__DATA RECORDS__:
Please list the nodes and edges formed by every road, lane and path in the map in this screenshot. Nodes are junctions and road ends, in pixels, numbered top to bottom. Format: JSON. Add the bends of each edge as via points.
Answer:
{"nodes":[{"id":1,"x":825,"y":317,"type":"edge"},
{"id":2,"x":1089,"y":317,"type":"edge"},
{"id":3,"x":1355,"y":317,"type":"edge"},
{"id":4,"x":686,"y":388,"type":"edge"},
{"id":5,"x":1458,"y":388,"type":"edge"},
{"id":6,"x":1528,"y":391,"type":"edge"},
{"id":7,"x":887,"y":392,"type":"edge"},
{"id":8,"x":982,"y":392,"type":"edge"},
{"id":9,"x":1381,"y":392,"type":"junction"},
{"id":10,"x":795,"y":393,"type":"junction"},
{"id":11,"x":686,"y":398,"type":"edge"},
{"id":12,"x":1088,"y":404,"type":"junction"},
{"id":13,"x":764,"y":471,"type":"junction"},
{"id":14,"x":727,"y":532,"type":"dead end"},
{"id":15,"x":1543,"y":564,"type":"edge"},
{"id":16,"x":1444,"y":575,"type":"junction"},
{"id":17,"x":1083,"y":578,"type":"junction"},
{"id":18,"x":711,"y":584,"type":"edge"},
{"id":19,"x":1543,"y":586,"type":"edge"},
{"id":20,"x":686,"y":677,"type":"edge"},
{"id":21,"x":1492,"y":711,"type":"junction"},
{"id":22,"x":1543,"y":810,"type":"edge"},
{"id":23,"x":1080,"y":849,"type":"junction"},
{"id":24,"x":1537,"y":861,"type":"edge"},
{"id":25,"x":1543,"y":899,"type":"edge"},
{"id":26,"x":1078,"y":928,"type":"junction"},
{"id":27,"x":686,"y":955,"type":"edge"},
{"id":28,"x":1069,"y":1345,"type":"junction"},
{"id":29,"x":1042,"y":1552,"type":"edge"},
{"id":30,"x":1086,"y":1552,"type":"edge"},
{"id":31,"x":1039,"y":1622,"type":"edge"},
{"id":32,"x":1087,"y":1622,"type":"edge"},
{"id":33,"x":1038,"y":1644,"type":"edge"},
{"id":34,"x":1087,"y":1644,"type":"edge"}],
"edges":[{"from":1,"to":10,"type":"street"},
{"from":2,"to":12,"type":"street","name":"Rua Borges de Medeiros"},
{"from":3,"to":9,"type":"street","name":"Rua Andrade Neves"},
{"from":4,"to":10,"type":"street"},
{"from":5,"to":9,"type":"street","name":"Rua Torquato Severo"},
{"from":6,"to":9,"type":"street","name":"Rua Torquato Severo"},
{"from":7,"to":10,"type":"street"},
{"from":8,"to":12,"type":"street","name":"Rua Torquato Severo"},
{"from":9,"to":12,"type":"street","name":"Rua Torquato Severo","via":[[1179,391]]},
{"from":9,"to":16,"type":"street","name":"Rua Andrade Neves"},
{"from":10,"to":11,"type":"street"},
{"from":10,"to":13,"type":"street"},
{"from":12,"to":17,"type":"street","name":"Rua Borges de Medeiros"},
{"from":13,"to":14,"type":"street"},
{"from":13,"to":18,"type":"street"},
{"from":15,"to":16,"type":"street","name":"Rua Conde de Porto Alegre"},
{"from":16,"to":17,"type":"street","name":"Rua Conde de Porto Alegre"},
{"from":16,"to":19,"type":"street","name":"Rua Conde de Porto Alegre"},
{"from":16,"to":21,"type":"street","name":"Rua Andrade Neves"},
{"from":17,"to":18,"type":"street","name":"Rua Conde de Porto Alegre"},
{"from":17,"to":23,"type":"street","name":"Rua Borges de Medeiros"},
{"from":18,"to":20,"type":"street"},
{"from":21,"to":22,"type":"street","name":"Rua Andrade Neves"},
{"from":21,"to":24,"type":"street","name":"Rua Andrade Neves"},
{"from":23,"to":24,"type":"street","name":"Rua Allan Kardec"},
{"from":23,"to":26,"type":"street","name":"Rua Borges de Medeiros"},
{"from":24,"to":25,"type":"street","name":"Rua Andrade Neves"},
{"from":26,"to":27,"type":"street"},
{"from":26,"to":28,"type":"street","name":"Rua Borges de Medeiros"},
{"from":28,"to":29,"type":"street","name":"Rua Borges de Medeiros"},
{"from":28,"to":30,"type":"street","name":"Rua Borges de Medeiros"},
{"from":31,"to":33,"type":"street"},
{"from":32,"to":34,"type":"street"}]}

__TASK TO CARRY OUT__:
Transcribe the entries above, every line exactly as it reads.

__SOLUTION__:
Please list the nodes and edges formed by every road, lane and path in the map in this screenshot. Nodes are junctions and road ends, in pixels, numbered top to bottom. Format: JSON. Add the bends of each edge as via points.
Answer:
{"nodes":[{"id":1,"x":825,"y":317,"type":"edge"},
{"id":2,"x":1089,"y":317,"type":"edge"},
{"id":3,"x":1355,"y":317,"type":"edge"},
{"id":4,"x":686,"y":388,"type":"edge"},
{"id":5,"x":1458,"y":388,"type":"edge"},
{"id":6,"x":1528,"y":391,"type":"edge"},
{"id":7,"x":887,"y":392,"type":"edge"},
{"id":8,"x":982,"y":392,"type":"edge"},
{"id":9,"x":1381,"y":392,"type":"junction"},
{"id":10,"x":795,"y":393,"type":"junction"},
{"id":11,"x":686,"y":398,"type":"edge"},
{"id":12,"x":1088,"y":404,"type":"junction"},
{"id":13,"x":764,"y":471,"type":"junction"},
{"id":14,"x":727,"y":532,"type":"dead end"},
{"id":15,"x":1543,"y":564,"type":"edge"},
{"id":16,"x":1444,"y":575,"type":"junction"},
{"id":17,"x":1083,"y":578,"type":"junction"},
{"id":18,"x":711,"y":584,"type":"edge"},
{"id":19,"x":1543,"y":586,"type":"edge"},
{"id":20,"x":686,"y":677,"type":"edge"},
{"id":21,"x":1492,"y":711,"type":"junction"},
{"id":22,"x":1543,"y":810,"type":"edge"},
{"id":23,"x":1080,"y":849,"type":"junction"},
{"id":24,"x":1537,"y":861,"type":"edge"},
{"id":25,"x":1543,"y":899,"type":"edge"},
{"id":26,"x":1078,"y":928,"type":"junction"},
{"id":27,"x":686,"y":955,"type":"edge"},
{"id":28,"x":1069,"y":1345,"type":"junction"},
{"id":29,"x":1042,"y":1552,"type":"edge"},
{"id":30,"x":1086,"y":1552,"type":"edge"},
{"id":31,"x":1039,"y":1622,"type":"edge"},
{"id":32,"x":1087,"y":1622,"type":"edge"},
{"id":33,"x":1038,"y":1644,"type":"edge"},
{"id":34,"x":1087,"y":1644,"type":"edge"}],
"edges":[{"from":1,"to":10,"type":"street"},
{"from":2,"to":12,"type":"street","name":"Rua Borges de Medeiros"},
{"from":3,"to":9,"type":"street","name":"Rua Andrade Neves"},
{"from":4,"to":10,"type":"street"},
{"from":5,"to":9,"type":"street","name":"Rua Torquato Severo"},
{"from":6,"to":9,"type":"street","name":"Rua Torquato Severo"},
{"from":7,"to":10,"type":"street"},
{"from":8,"to":12,"type":"street","name":"Rua Torquato Severo"},
{"from":9,"to":12,"type":"street","name":"Rua Torquato Severo","via":[[1179,391]]},
{"from":9,"to":16,"type":"street","name":"Rua Andrade Neves"},
{"from":10,"to":11,"type":"street"},
{"from":10,"to":13,"type":"street"},
{"from":12,"to":17,"type":"street","name":"Rua Borges de Medeiros"},
{"from":13,"to":14,"type":"street"},
{"from":13,"to":18,"type":"street"},
{"from":15,"to":16,"type":"street","name":"Rua Conde de Porto Alegre"},
{"from":16,"to":17,"type":"street","name":"Rua Conde de Porto Alegre"},
{"from":16,"to":19,"type":"street","name":"Rua Conde de Porto Alegre"},
{"from":16,"to":21,"type":"street","name":"Rua Andrade Neves"},
{"from":17,"to":18,"type":"street","name":"Rua Conde de Porto Alegre"},
{"from":17,"to":23,"type":"street","name":"Rua Borges de Medeiros"},
{"from":18,"to":20,"type":"street"},
{"from":21,"to":22,"type":"street","name":"Rua Andrade Neves"},
{"from":21,"to":24,"type":"street","name":"Rua Andrade Neves"},
{"from":23,"to":24,"type":"street","name":"Rua Allan Kardec"},
{"from":23,"to":26,"type":"street","name":"Rua Borges de Medeiros"},
{"from":24,"to":25,"type":"street","name":"Rua Andrade Neves"},
{"from":26,"to":27,"type":"street"},
{"from":26,"to":28,"type":"street","name":"Rua Borges de Medeiros"},
{"from":28,"to":29,"type":"street","name":"Rua Borges de Medeiros"},
{"from":28,"to":30,"type":"street","name":"Rua Borges de Medeiros"},
{"from":31,"to":33,"type":"street"},
{"from":32,"to":34,"type":"street"}]}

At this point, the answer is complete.